» **Work request**
An exact reproduction of every record is required.

Top of Information provided

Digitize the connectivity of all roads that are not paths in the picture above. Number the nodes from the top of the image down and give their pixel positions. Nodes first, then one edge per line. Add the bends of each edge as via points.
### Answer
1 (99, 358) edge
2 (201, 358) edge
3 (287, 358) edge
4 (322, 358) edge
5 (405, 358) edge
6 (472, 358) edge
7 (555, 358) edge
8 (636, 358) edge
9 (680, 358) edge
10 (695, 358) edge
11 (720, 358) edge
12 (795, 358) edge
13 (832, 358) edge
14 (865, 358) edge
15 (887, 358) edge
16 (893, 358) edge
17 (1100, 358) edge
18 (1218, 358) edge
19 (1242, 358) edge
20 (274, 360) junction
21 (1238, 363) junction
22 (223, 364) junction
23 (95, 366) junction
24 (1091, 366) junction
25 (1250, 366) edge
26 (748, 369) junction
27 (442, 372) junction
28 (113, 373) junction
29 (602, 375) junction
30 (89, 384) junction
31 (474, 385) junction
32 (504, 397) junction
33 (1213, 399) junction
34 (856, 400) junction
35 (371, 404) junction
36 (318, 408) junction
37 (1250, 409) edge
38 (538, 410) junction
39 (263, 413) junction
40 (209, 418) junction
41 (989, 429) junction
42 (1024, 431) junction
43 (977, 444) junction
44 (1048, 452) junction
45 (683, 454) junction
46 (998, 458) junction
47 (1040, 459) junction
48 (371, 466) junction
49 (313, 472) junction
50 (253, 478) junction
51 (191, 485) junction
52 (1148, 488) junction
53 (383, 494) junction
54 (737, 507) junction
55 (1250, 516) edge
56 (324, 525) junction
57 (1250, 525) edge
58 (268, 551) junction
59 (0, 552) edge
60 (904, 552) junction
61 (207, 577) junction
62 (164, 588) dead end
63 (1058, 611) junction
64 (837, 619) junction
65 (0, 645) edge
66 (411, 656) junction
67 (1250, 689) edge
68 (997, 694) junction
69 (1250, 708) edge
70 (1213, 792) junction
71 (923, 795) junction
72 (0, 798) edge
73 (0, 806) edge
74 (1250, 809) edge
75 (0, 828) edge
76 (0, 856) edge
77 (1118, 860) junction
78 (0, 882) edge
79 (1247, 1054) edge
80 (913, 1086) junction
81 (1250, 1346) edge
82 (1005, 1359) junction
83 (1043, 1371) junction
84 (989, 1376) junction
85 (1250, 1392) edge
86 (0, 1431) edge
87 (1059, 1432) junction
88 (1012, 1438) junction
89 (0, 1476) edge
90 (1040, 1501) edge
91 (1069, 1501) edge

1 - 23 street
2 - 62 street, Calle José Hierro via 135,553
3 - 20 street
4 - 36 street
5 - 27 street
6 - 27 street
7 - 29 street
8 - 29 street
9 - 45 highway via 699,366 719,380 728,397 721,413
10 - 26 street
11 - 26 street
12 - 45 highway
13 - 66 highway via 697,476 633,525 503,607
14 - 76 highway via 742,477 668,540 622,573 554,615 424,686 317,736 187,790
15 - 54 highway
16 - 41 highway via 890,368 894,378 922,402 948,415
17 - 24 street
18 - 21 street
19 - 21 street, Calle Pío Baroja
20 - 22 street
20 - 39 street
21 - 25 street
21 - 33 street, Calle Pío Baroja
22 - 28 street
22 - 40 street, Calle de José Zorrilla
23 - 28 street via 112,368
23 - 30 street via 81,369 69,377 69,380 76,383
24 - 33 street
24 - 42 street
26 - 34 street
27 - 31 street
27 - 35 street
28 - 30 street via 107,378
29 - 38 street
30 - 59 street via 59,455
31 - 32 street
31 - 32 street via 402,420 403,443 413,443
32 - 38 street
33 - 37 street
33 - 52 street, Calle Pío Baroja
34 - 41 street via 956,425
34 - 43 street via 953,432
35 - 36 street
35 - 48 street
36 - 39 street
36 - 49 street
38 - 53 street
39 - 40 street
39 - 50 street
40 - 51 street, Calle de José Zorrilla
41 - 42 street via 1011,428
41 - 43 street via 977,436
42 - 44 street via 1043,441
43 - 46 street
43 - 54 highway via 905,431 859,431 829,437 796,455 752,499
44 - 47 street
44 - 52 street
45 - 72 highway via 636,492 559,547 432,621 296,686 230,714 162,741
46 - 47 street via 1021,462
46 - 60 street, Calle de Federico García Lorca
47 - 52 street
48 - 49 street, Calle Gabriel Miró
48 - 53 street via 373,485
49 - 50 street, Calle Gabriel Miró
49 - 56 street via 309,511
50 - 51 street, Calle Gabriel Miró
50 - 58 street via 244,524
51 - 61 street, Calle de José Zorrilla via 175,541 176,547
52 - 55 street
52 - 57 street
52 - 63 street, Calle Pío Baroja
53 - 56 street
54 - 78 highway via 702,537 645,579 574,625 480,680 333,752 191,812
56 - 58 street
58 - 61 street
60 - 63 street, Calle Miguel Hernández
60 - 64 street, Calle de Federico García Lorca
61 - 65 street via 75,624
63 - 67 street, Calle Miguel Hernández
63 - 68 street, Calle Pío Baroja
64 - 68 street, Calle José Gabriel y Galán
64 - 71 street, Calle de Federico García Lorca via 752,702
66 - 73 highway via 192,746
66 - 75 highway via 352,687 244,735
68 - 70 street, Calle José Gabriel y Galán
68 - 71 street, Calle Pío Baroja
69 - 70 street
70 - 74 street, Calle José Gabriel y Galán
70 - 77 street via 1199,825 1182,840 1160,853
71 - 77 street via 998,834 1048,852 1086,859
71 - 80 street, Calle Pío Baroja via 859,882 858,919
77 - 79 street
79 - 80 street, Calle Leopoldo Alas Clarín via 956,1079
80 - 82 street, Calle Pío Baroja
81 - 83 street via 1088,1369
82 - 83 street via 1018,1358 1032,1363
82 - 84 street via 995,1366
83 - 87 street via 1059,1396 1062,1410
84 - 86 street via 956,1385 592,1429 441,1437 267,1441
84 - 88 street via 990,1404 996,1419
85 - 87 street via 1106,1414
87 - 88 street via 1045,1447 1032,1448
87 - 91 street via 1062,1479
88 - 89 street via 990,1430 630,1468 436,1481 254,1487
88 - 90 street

Bottom of Information provided

» **Exercise answer**
Digitize the connectivity of all roads that are not paths in the picture above. Number the nodes from the top of the image down and give their pixel positions. Nodes first, then one edge per line. Add the bends of each edge as via points.
### Answer
1 (99, 358) edge
2 (201, 358) edge
3 (287, 358) edge
4 (322, 358) edge
5 (405, 358) edge
6 (472, 358) edge
7 (555, 358) edge
8 (636, 358) edge
9 (680, 358) edge
10 (695, 358) edge
11 (720, 358) edge
12 (795, 358) edge
13 (832, 358) edge
14 (865, 358) edge
15 (887, 358) edge
16 (893, 358) edge
17 (1100, 358) edge
18 (1218, 358) edge
19 (1242, 358) edge
20 (274, 360) junction
21 (1238, 363) junction
22 (223, 364) junction
23 (95, 366) junction
24 (1091, 366) junction
25 (1250, 366) edge
26 (748, 369) junction
27 (442, 372) junction
28 (113, 373) junction
29 (602, 375) junction
30 (89, 384) junction
31 (474, 385) junction
32 (504, 397) junction
33 (1213, 399) junction
34 (856, 400) junction
35 (371, 404) junction
36 (318, 408) junction
37 (1250, 409) edge
38 (538, 410) junction
39 (263, 413) junction
40 (209, 418) junction
41 (989, 429) junction
42 (1024, 431) junction
43 (977, 444) junction
44 (1048, 452) junction
45 (683, 454) junction
46 (998, 458) junction
47 (1040, 459) junction
48 (371, 466) junction
49 (313, 472) junction
50 (253, 478) junction
51 (191, 485) junction
52 (1148, 488) junction
53 (383, 494) junction
54 (737, 507) junction
55 (1250, 516) edge
56 (324, 525) junction
57 (1250, 525) edge
58 (268, 551) junction
59 (0, 552) edge
60 (904, 552) junction
61 (207, 577) junction
62 (164, 588) dead end
63 (1058, 611) junction
64 (837, 619) junction
65 (0, 645) edge
66 (411, 656) junction
67 (1250, 689) edge
68 (997, 694) junction
69 (1250, 708) edge
70 (1213, 792) junction
71 (923, 795) junction
72 (0, 798) edge
73 (0, 806) edge
74 (1250, 809) edge
75 (0, 828) edge
76 (0, 856) edge
77 (1118, 860) junction
78 (0, 882) edge
79 (1247, 1054) edge
80 (913, 1086) junction
81 (1250, 1346) edge
82 (1005, 1359) junction
83 (1043, 1371) junction
84 (989, 1376) junction
85 (1250, 1392) edge
86 (0, 1431) edge
87 (1059, 1432) junction
88 (1012, 1438) junction
89 (0, 1476) edge
90 (1040, 1501) edge
91 (1069, 1501) edge

1 - 23 street
2 - 62 street, Calle José Hierro via 135,553
3 - 20 street
4 - 36 street
5 - 27 street
6 - 27 street
7 - 29 street
8 - 29 street
9 - 45 highway via 699,366 719,380 728,397 721,413
10 - 26 street
11 - 26 street
12 - 45 highway
13 - 66 highway via 697,476 633,525 503,607
14 - 76 highway via 742,477 668,540 622,573 554,615 424,686 317,736 187,790
15 - 54 highway
16 - 41 highway via 890,368 894,378 922,402 948,415
17 - 24 street
18 - 21 street
19 - 21 street, Calle Pío Baroja
20 - 22 street
20 - 39 street
21 - 25 street
21 - 33 street, Calle Pío Baroja
22 - 28 street
22 - 40 street, Calle de José Zorrilla
23 - 28 street via 112,368
23 - 30 street via 81,369 69,377 69,380 76,383
24 - 33 street
24 - 42 street
26 - 34 street
27 - 31 street
27 - 35 street
28 - 30 street via 107,378
29 - 38 street
30 - 59 street via 59,455
31 - 32 street
31 - 32 street via 402,420 403,443 413,443
32 - 38 street
33 - 37 street
33 - 52 street, Calle Pío Baroja
34 - 41 street via 956,425
34 - 43 street via 953,432
35 - 36 street
35 - 48 street
36 - 39 street
36 - 49 street
38 - 53 street
39 - 40 street
39 - 50 street
40 - 51 street, Calle de José Zorrilla
41 - 42 street via 1011,428
41 - 43 street via 977,436
42 - 44 street via 1043,441
43 - 46 street
43 - 54 highway via 905,431 859,431 829,437 796,455 752,499
44 - 47 street
44 - 52 street
45 - 72 highway via 636,492 559,547 432,621 296,686 230,714 162,741
46 - 47 street via 1021,462
46 - 60 street, Calle de Federico García Lorca
47 - 52 street
48 - 49 street, Calle Gabriel Miró
48 - 53 street via 373,485
49 - 50 street, Calle Gabriel Miró
49 - 56 street via 309,511
50 - 51 street, Calle Gabriel Miró
50 - 58 street via 244,524
51 - 61 street, Calle de José Zorrilla via 175,541 176,547
52 - 55 street
52 - 57 street
52 - 63 street, Calle Pío Baroja
53 - 56 street
54 - 78 highway via 702,537 645,579 574,625 480,680 333,752 191,812
56 - 58 street
58 - 61 street
60 - 63 street, Calle Miguel Hernández
60 - 64 street, Calle de Federico García Lorca
61 - 65 street via 75,624
63 - 67 street, Calle Miguel Hernández
63 - 68 street, Calle Pío Baroja
64 - 68 street, Calle José Gabriel y Galán
64 - 71 street, Calle de Federico García Lorca via 752,702
66 - 73 highway via 192,746
66 - 75 highway via 352,687 244,735
68 - 70 street, Calle José Gabriel y Galán
68 - 71 street, Calle Pío Baroja
69 - 70 street
70 - 74 street, Calle José Gabriel y Galán
70 - 77 street via 1199,825 1182,840 1160,853
71 - 77 street via 998,834 1048,852 1086,859
71 - 80 street, Calle Pío Baroja via 859,882 858,919
77 - 79 street
79 - 80 street, Calle Leopoldo Alas Clarín via 956,1079
80 - 82 street, Calle Pío Baroja
81 - 83 street via 1088,1369
82 - 83 street via 1018,1358 1032,1363
82 - 84 street via 995,1366
83 - 87 street via 1059,1396 1062,1410
84 - 86 street via 956,1385 592,1429 441,1437 267,1441
84 - 88 street via 990,1404 996,1419
85 - 87 street via 1106,1414
87 - 88 street via 1045,1447 1032,1448
87 - 91 street via 1062,1479
88 - 89 street via 990,1430 630,1468 436,1481 254,1487
88 - 90 street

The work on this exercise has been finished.